You'll create a streaming pipeline that:

  • Ingests transaction events in real-time via HTTP
  • Computes running transaction totals over multiple time windows (1 min, 1 hour, 30 days)
  • Serves feature values with millisecond latency
  • Maintains consistency between training and serving

What You'll Learn

  • How to create streaming features using Python
  • How to test features interactively in your notebook
  • How to generate training data from streaming features
  • How to serve features in production

Time to Complete: 15-20 minutes

No prior Tecton experience needed - if you're comfortable with Python, you can complete this tutorial. Let's get started by setting up your environment!

Prerequisites

Before we dive into building features, let's get your environment set up. You'll need Python >= 3.8 to get started.

1. Install Required Libraries

Run this command to install the Tecton SDK and supporting libraries:

!pip install 'tecton[rift]==1.0.0' gcsfs s3fs -q

2. Connect to Tecton

Log in to your Tecton account (replace explore.tecton.ai with your organization's URL if different):

import tecton

tecton.login("explore.tecton.ai")

When you run this command, you'll be prompted to:

  1. Open a browser window
  2. Click a button to generate an authentication token
  3. Copy the token back into your notebook
  4. Press Enter to continue

3. Set Up Python Imports

from tecton import *
from tecton.types import *
from datetime import datetime, timedelta
import pandas as pd

# Configure Tecton to use Rift for compute
tecton.conf.set("TECTON_OFFLINE_RETRIEVAL_COMPUTE_MODE", "rift")
Not yet a Tecton user? Sign up at

tecton.ai/explore for a free account to try this tutorial.

That's it for setup! Your environment is ready for building streaming features. Let's create your first streaming pipeline.

Part 1: Your First Streaming Feature

Imagine we've been tasked with preventing credit card fraud for an ecommerce business. To do this, we'll need to monitor a stream of transactions to look for unusual buying patterns from our customers.

Let's start by building a streaming pipeline that can process real-time transaction data. We'll start simple, but quickly build up to features that can capture spending patterns across multiple time windows.

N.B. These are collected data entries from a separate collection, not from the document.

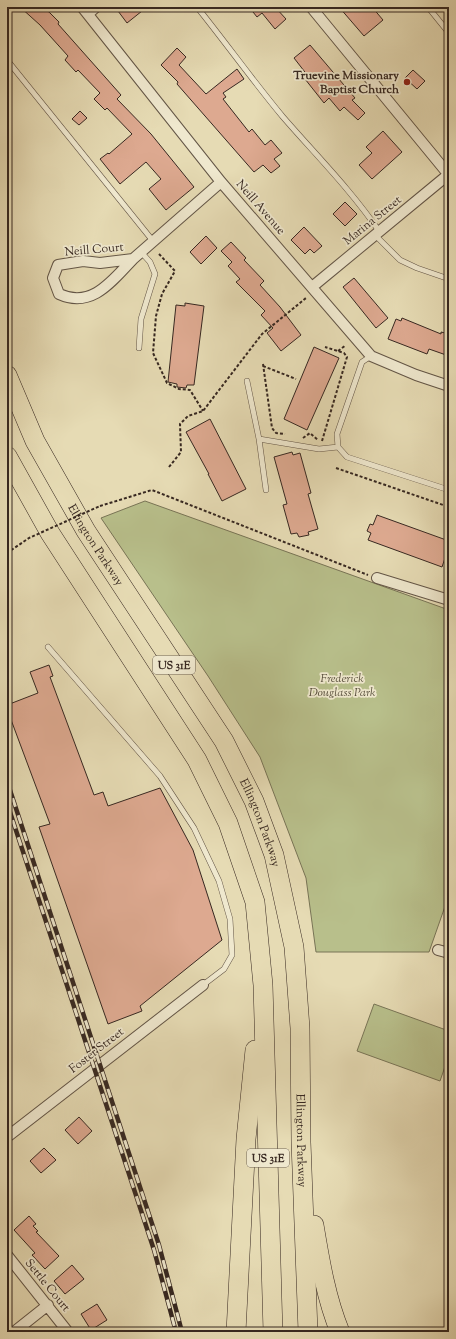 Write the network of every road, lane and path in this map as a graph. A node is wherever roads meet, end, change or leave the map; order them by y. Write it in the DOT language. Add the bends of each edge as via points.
graph roads {
  1 [pos="96,7"];
  2 [pos="197,7"];
  3 [pos="311,7"];
  4 [pos="428,7"];
  5 [pos="85,10"];
  6 [pos="449,33"];
  7 [pos="7,60"];
  8 [pos="449,175"];
  9 [pos="221,182"];
  10 [pos="377,233"];
  11 [pos="153,241"];
  12 [pos="141,252"];
  13 [pos="159,254"];
  14 [pos="133,259"];
  15 [pos="449,279"];
  16 [pos="312,287"];
  17 [pos="306,298"];
  18 [pos="346,345"];
  19 [pos="325,347"];
  20 [pos="138,348"];
  21 [pos="338,351"];
  22 [pos="371,356"];
  23 [pos="7,375"];
  24 [pos="296,379"];
  25 [pos="248,381"];
  26 [pos="449,386"];
  27 [pos="203,411"];
  28 [pos="290,435"];
  29 [pos="296,437"];
  30 [pos="259,439"];
  31 [pos="338,447"];
  32 [pos="7,456"];
  33 [pos="169,467"];
  34 [pos="336,468"];
  35 [pos="266,490"];
  36 [pos="449,490"];
  37 [pos="449,507"];
  38 [pos="7,553"];
  39 [pos="376,578"];
  40 [pos="449,600"];
  41 [pos="48,647"];
  42 [pos="438,950"];
  43 [pos="449,953"];
  44 [pos="203,985"];
  45 [pos="263,985"];
  46 [pos="7,1137"];
  47 [pos="301,1142"];
  48 [pos="7,1255"];
  49 [pos="48,1305"];
  50 [pos="14,1332"];
  51 [pos="68,1332"];
  52 [pos="236,1332"];
  53 [pos="273,1332"];
  54 [pos="308,1332"];
  55 [pos="340,1332"];
  1 -- 5 [label="street"];
  2 -- 10 [label="lane" via="284,117 360,205"];
  3 -- 8 [label="street"];
  4 -- 6 [label="lane"];
  5 -- 9 [label="street, Neill Avenue"];
  7 -- 11 [label="lane"];
  8 -- 10 [label="street, Marina Street"];
  9 -- 11 [label="street, Neill Court"];
  9 -- 16 [label="street, Neill Avenue"];
  10 -- 15 [label="lane" via="400,260"];
  10 -- 16 [label="street, Marina Street"];
  11 -- 12 [label="street, Neill Court"];
  12 -- 14 [label="street, Neill Court"];
  12 -- 20 [label="lane" via="150,262 155,274 141,319"];
  13 -- 27 [label="path" via="175,271 162,294 156,316 153,353 167,383 179,389 190,390"];
  14 -- 14 [label="street, Neill Court" via="103,290 79,299 69,299 59,294 53,278 58,265"];
  16 -- 22 [label="street, Neill Avenue"];
  17 -- 27 [label="path" via="262,334"];
  18 -- 21 [label="path"];
  19 -- 21 [label="path"];
  21 -- 29 [label="path" via="347,357 321,441 316,440 310,433 303,438"];
  22 -- 26 [label="street, Neill Avenue"];
  22 -- 31 [label="lane" via="362,362 338,434"];
  23 -- 47 [label="highway, Ellington Parkway / US 31E" via="35,441 70,504 224,741 254,801 274,855 294,947 300,1028"];
  24 -- 28 [label="path" via="263,365 272,428 276,432"];
  25 -- 30 [label="lane"];
  27 -- 33 [label="path" via="188,416 180,424 181,452"];
  30 -- 31 [label="lane" via="319,449"];
  30 -- 35 [label="lane"];
  31 -- 36 [label="lane" via="347,457"];
  32 -- 45 [label="highway, US 31E" via="50,533 197,760 228,823 254,902"];
  34 -- 37 [label="path"];
  38 -- 39 [label="path, bridge" via="36,535 100,506 152,490"];
  39 -- 40 [label="street"];
  41 -- 44 [label="lane" via="160,776 194,828 219,881 230,919 232,955 224,969"];
  42 -- 43 [label="street"];
  44 -- 46 [label="street, Foster Street"];
  45 -- 52 [label="highway" via="246,1139"];
  45 -- 53 [label="highway, US 31E"];
  47 -- 54 [label="highway, Ellington Parkway / US 31E"];
  47 -- 55 [label="highway" via="320,1259 332,1312"];
  48 -- 49 [label="street, Settle Court"];
  49 -- 50 [label="street"];
  49 -- 51 [label="street, Settle Court"];
}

First, let's define our stream source to specify where the data will come from:

from tecton import StreamSource, PushConfig, FileConfig
from tecton.types import Field, String, Timestamp, Float64

transactions_stream = StreamSource(
name="transactions_stream",
# Configure real-time ingestion via HTTP API
stream_config=PushConfig(),
# Historical data for testing and backfills
batch_config=FileConfig(
uri="s3://tecton.ai.public/tutorials/transactions.pq",
file_format="parquet",
timestamp_field="timestamp",
),
schema=[Field("user_id", String), Field("timestamp", Timestamp), Field("amount", Float64)],
)

Let's pull some sample data to see what we're working with:

start = datetime(2023, 5, 1)
end = datetime(2023, 8, 1)

df = transactions_stream.get_dataframe(start, end).to_pandas()
print("Sample transaction data:")
display(df.head(5))

You'll see transaction data like this:

indextimestampuser_idamount
02023-05-01 00:38:11.716917user_556006905050.77
12023-05-01 00:45:03.031664user_827712133795.36
22023-05-01 00:53:40.791126user_440971840712.02
32023-05-01 01:18:38.115718user_6606710651866.82
42023-05-01 01:56:28.194464user_12008385550.04

Now let's create our first streaming feature! We'll calculate transaction totals over three different time windows:

from tecton import Entity, stream_feature_view, Aggregate
from tecton.types import Field, String, Float64
from datetime import datetime, timedelta

user = Entity(name="user", join_keys=[Field("user_id", String)])


@stream_feature_view(
source=transactions_stream,
entities=[user],
mode="pandas",
timestamp_field="timestamp",
features=[
# Track spend in the last minute
Aggregate(input_column=Field("amount", Float64), function="sum", time_window=timedelta(minutes=1)),
# Track spend in the last hour
Aggregate(input_column=Field("amount", Float64), function="sum", time_window=timedelta(hours=1)),
# Track spend in the last 30 days
Aggregate(input_column=Field("amount", Float64), function="sum", time_window=timedelta(days=30)),
],
)
def user_transaction_amount_totals(transactions_stream):
return transactions_stream[["user_id", "timestamp", "amount"]]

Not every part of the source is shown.